Before I never get around to tell you – last week Woutertjie went for his routine check-up. He is now two and a half years in remission. Thank you, Merciful God.
On Thursday morning (17 November) before school I told Boeta that we were going to go to the hospital after school to have photos taken of his tummy. He only had to get a sonar – nothing major. He is cool with sonars and understands what they do and show. I thought he would say “ok” and that would be it. Instead he asked what details. So it became a long drawn out conversation and explanation and I just couldn’t understand why he was so hesitant.
S: “Liefie, ons gaan net hospitaal toe, dan gaan die tannies ‘n foto neem van jou magie.”
W: “En wat gaan hulle sê van my magie?”
S: “Hulle gaan sê jou magie lyk pragtig. En dan gaan ons môre na tannie Stina toe en dan gaan ons vir haar ook die mooi foto’s wys.”
W: (laaaaaang stilte) “Maar wat gaan hulle sê…?”
S: “Sê van wat?”
W: “As my magie nie mooi is nie? As daar weer ‘n krokkenoster is?”
At that moment I kept my pose and coolly told him that obviously his tummy was going to be the prettiest thing they’ve ever seen in their lives. And that obviously there was nothing in there that shouldn’t be in there. And then he asked what “tannie Stina” (Cristina Stefan, our oncologist) would say if his tummy wasn’t perfect and I had to tell him that it would be no problem and she would simply say “hallo Wouter” in her Romanian accent and give him medicine through a “pypie” and everything would be fine.
I’ve never been scanxious* since Woutertjie went into remission (16 March 2009) but suddenly everything just hit me. Wouter and I looked at each other and didn’t speak. I took the kids to school, drove to my mom’s house and then cried on her shoulder. Because no child of 6 should know of cancer and certainly know child should scare himself out of his early morning appetite because he knows that cancer could come back. I didn’t know he knew.
I preferred not knowing that he knew.
Either way. After school we went to Panorama MediClinic, our usual hospital. We walked into the radiologists’ rooms and were surrounded by staff coming to greet us. It felt good to be that loved and remembered and to have so many people admire how far Woutertjie had come. And he simply loved the attention.
Comparing this sonar to his first (23 December 2008) and second (ECHO 5 January 2009) I can hardly belief it is the same child. He was extremely wary those times. Now he got dressed in the hospital gown (with his candy striped underwear sticking out at the back for the world to see but he didn’t know so it didn’t count), hopped onto the bed and immediately started interrogating the technician. She wasn’t about to use too hot or too cold gel on him. Nuh uh. Not happening! 😀
He obliged every whim of the radiographist, turning this way and that, sticking his tummy out, pulling it in, without any resistance. He has grown up a lot since his last scans and sonars (the last sonar was in Feb 2011?). He is suddenly a boy and not a toddler.
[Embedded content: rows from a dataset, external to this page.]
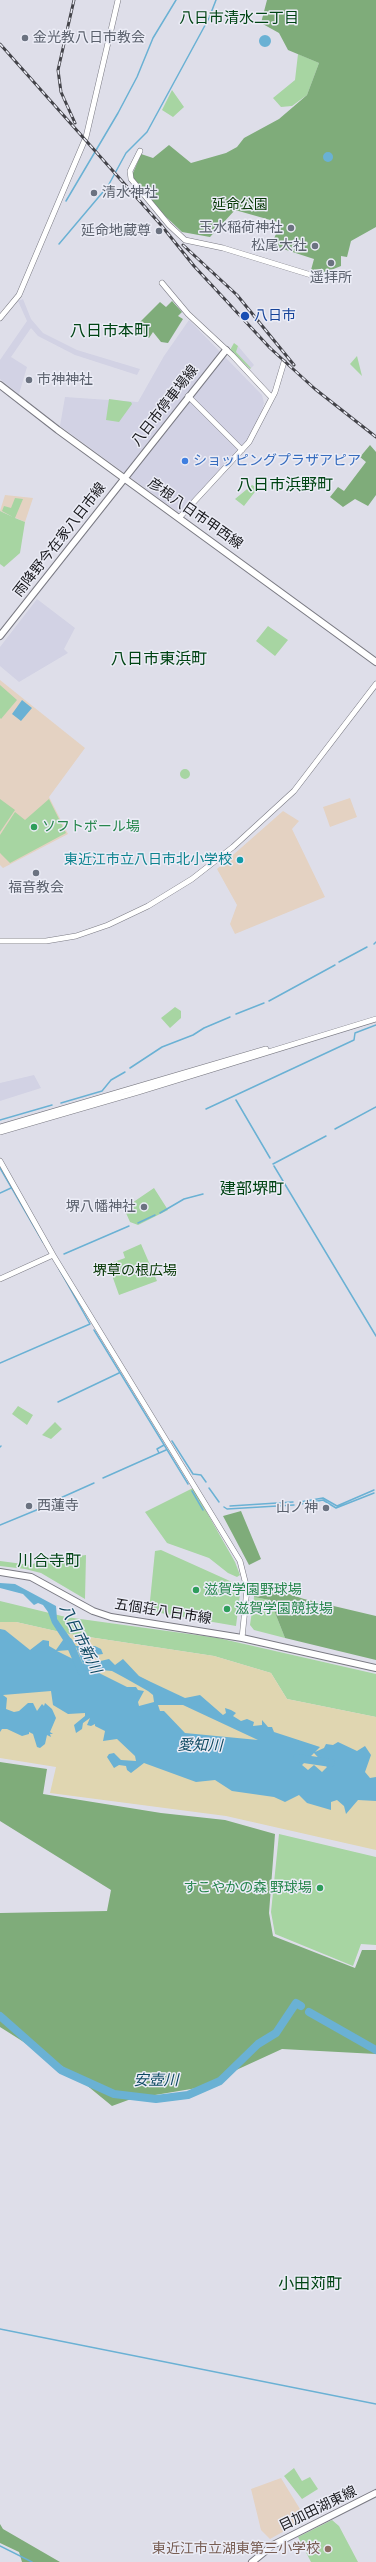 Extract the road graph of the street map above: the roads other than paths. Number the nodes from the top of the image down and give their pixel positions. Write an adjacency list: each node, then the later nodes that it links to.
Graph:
1 (118, 0): 5 (street)
2 (140, 151): 3 (street)
3 (311, 275)
4 (162, 283): 6 (street)
5 (0, 318)
6 (226, 350): 9 (main road, 八日市停車場線); 10 (street)
7 (284, 362): 10 (street)
8 (0, 385): 12 (main road, 彦根八日市甲西線)
9 (188, 396): 11 (street); 12 (main road, 八日市停車場線)
10 (272, 398): 11 (street)
11 (242, 450): 13 (street)
12 (124, 478): 13 (main road, 彦根八日市甲西線); 14 (main road, 雨降野今在家八日市線)
13 (179, 518): 15 (main road, 彦根八日市甲西線)
14 (0, 636)
15 (376, 662)
16 (376, 684): 17 (street)
17 (0, 941)
18 (376, 1017): 19 (street)
19 (61, 1111): 20 (street); 21 (street)
20 (0, 1127)
21 (0, 1132)
22 (0, 1161): 23 (street)
23 (53, 1255): 24 (street); 26 (street)
24 (0, 1279)
25 (0, 1572): 26 (main road, 五個荘八日市線)
26 (242, 1638): 27 (main road, 五個荘八日市線)
27 (376, 1668)
28 (376, 2493): 29 (main road, 目加田湖東線)
29 (252, 2562) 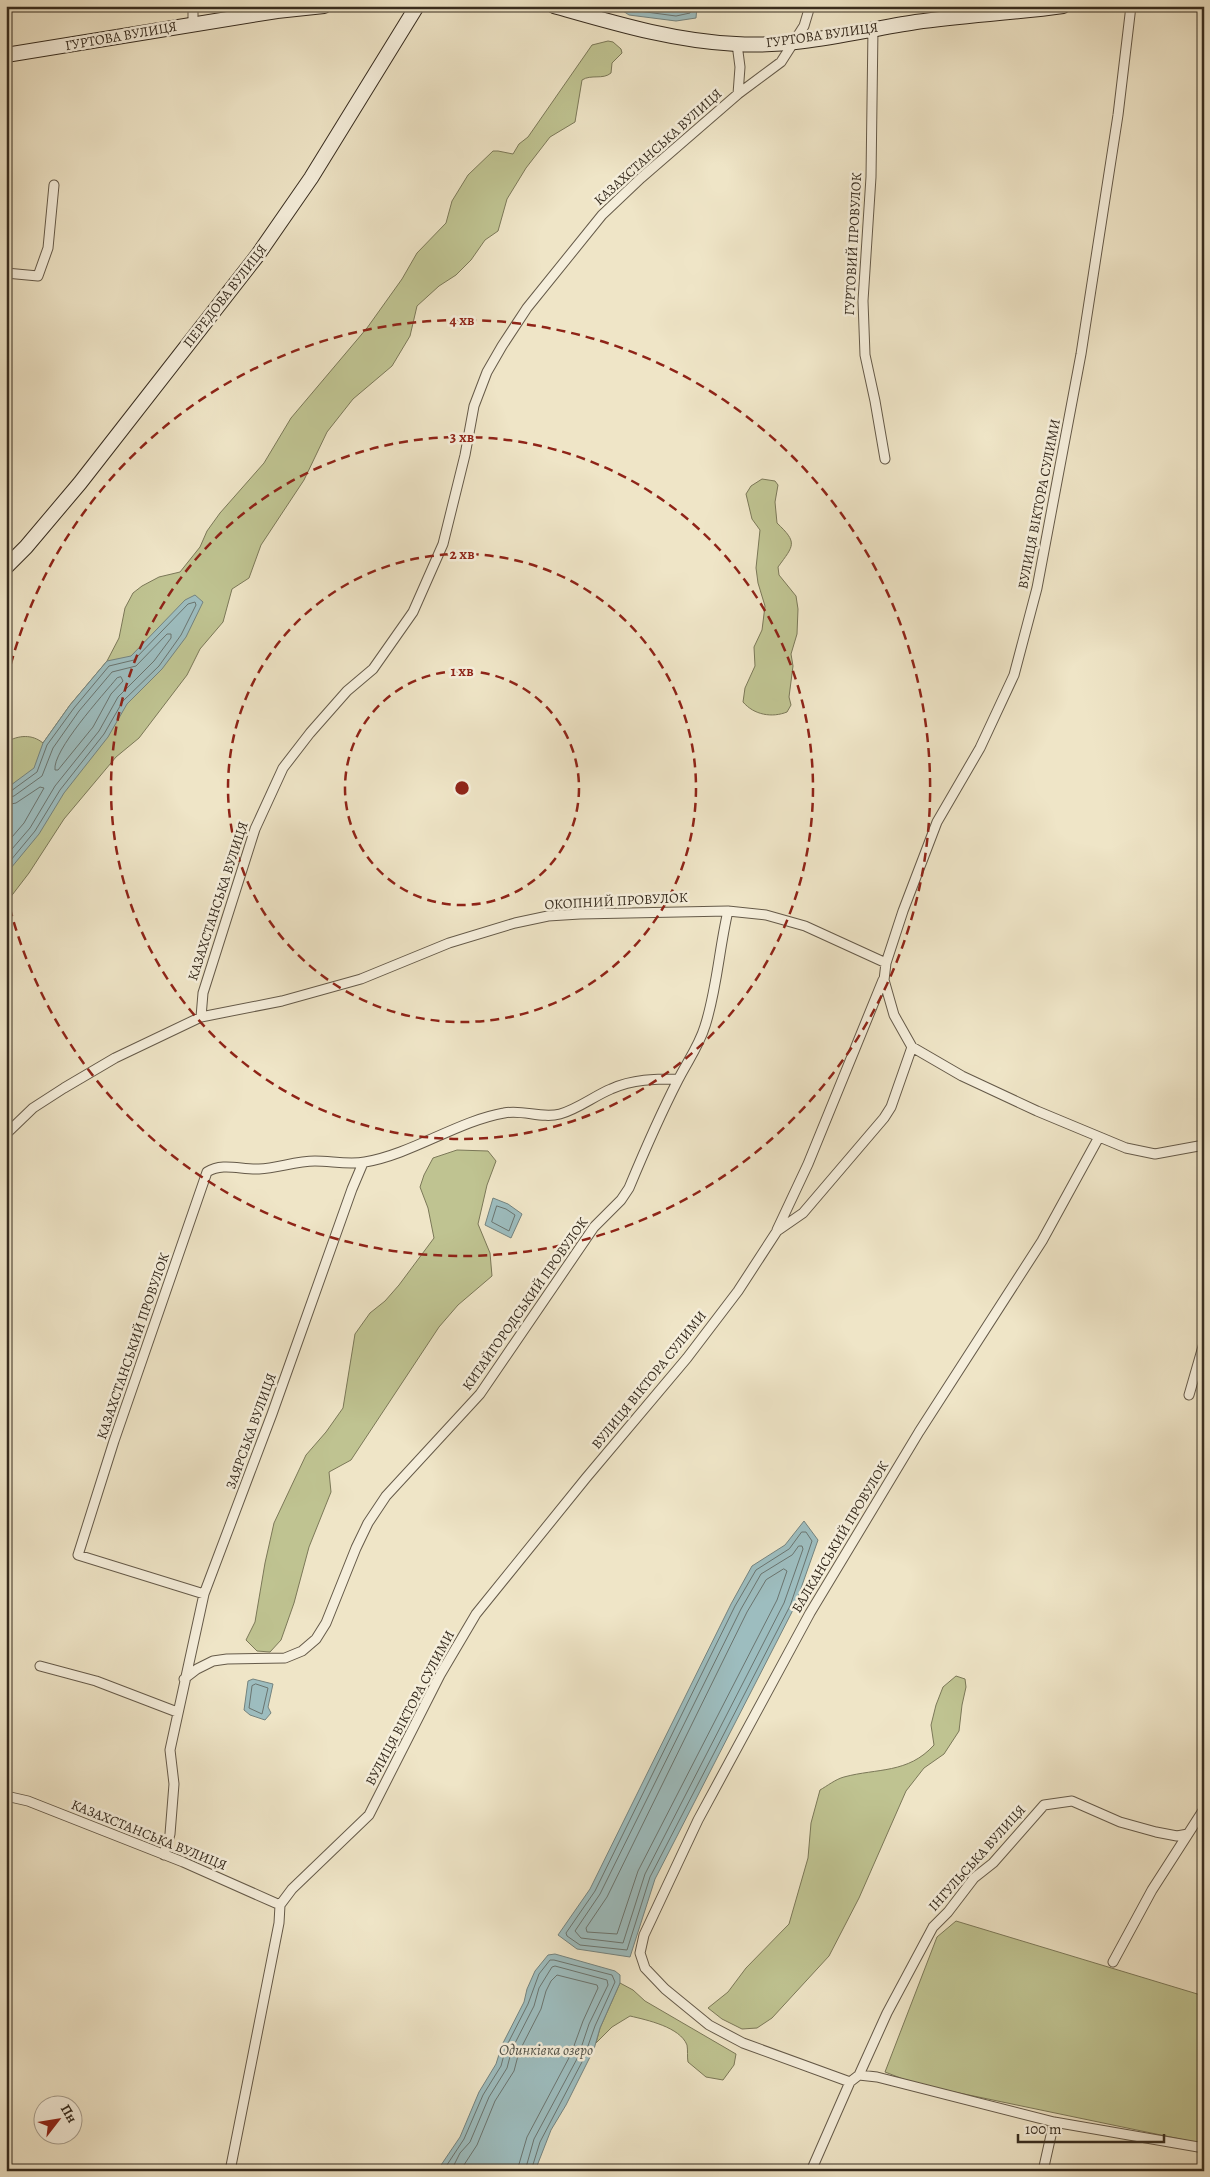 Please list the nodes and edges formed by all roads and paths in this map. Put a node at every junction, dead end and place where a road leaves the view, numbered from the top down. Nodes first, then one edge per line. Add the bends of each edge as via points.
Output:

I explained to the radiographist that Boeta understood what was going on and that he needed to know what was going on in his tummy so after finishing and finding everything in tip top condition she told him that he did, indeed, have a beautiful tummy. My poor child visibly deflated as the stress left him. He was so relieved. And again, he is 6 years old. 😦
I could see that he wasn’t “done” though. Something was still up. So I asked if he wanted to pray to thank Jesus that he was healthy. Immediately he clasped his hands together and started praying. But unlike his usual evening prayers he used the biggest words he could think off. He had big things to be grateful for.
“Vader … in die hemel … dankbaar … God.”
After that he had to get a chest X-ray which he also aced. He walked into that room and assumed the position in front of the box before the woman even showed him where to go. She was a bit confused….;-) Maybe someone took pity on her afterwards and told her who Boeta is. A local. A celeb. An old hand.
*Scanxious – The feeling of dread leading up to a scan. Well documented and often discussion phenomenon in the oncology world and also among the pregnant, where you suddenly have scary thoughts about your baby’s health in the days leading up to a sonar.